◆ **TASK TO COMPLETE**
Below are records. Copy every line with "highway" in it.

[Stored items]
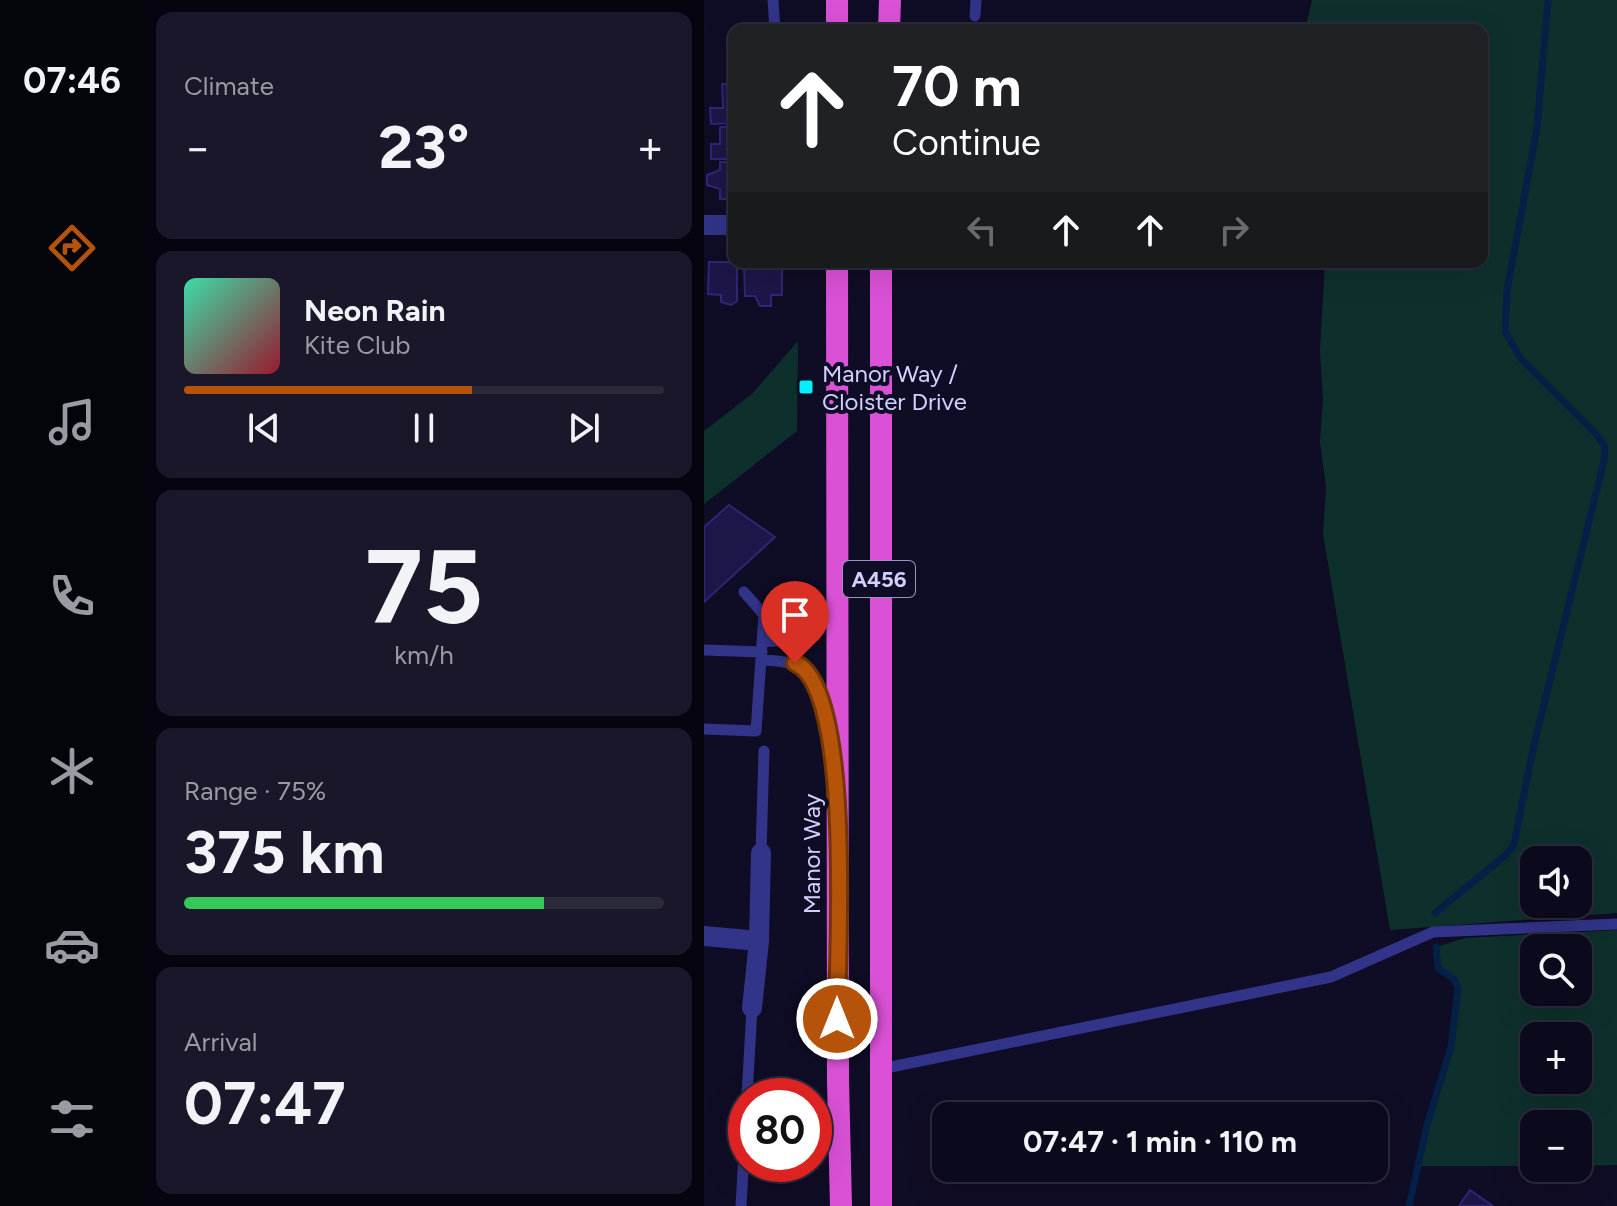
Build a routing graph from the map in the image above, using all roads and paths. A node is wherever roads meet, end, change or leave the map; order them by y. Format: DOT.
graph roads {
  1 [pos="773,0"];
  2 [pos="837,0"];
  3 [pos="976,0"];
  4 [pos="975,16"];
  5 [pos="775,24"];
  6 [pos="837,24"];
  7 [pos="704,225"];
  8 [pos="728,225"];
  9 [pos="837,268"];
  10 [pos="881,268"];
  11 [pos="744,592"];
  12 [pos="837,602"];
  13 [pos="704,650"];
  14 [pos="762,651"];
  15 [pos="704,729"];
  16 [pos="764,751"];
  17 [pos="837,774"];
  18 [pos="761,853"];
  19 [pos="1617,924"];
  20 [pos="704,936"];
  21 [pos="759,941"];
  22 [pos="752,1008"];
  23 [pos="879,1069"];
  24 [pos="748,1078"];
  25 [pos="742,1182"];
  26 [pos="741,1206"];
  27 [pos="841,1206"];
  28 [pos="881,1206"];
  1 -- 5 [label="lane"];
  2 -- 6 [label="highway"];
  3 -- 4 [label="lane"];
  7 -- 8 [label="street"];
  9 -- 12 [label="highway, Manor Way / A456"];
  10 -- 23 [label="highway, A456"];
  11 -- 14 [label="lane"];
  12 -- 14 [label="lane"];
  12 -- 17 [label="highway, Manor Way / A456"];
  13 -- 14 [label="lane"];
  14 -- 15 [label="lane"];
  14 -- 17 [label="lane"];
  16 -- 18 [label="lane"];
  17 -- 27 [label="highway, Manor Way / A456"];
  18 -- 21 [label="street"];
  19 -- 23 [label="lane"];
  20 -- 21 [label="street"];
  21 -- 22 [label="street"];
  22 -- 24 [label="lane"];
  23 -- 28 [label="highway, A456"];
  25 -- 26 [label="lane"];
}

◆ **ANSWER FOR THIS EXERCISE**
  2 -- 6 [label="highway"];
  9 -- 12 [label="highway, Manor Way / A456"];
  10 -- 23 [label="highway, A456"];
  12 -- 17 [label="highway, Manor Way / A456"];
  17 -- 27 [label="highway, Manor Way / A456"];
  23 -- 28 [label="highway, A456"];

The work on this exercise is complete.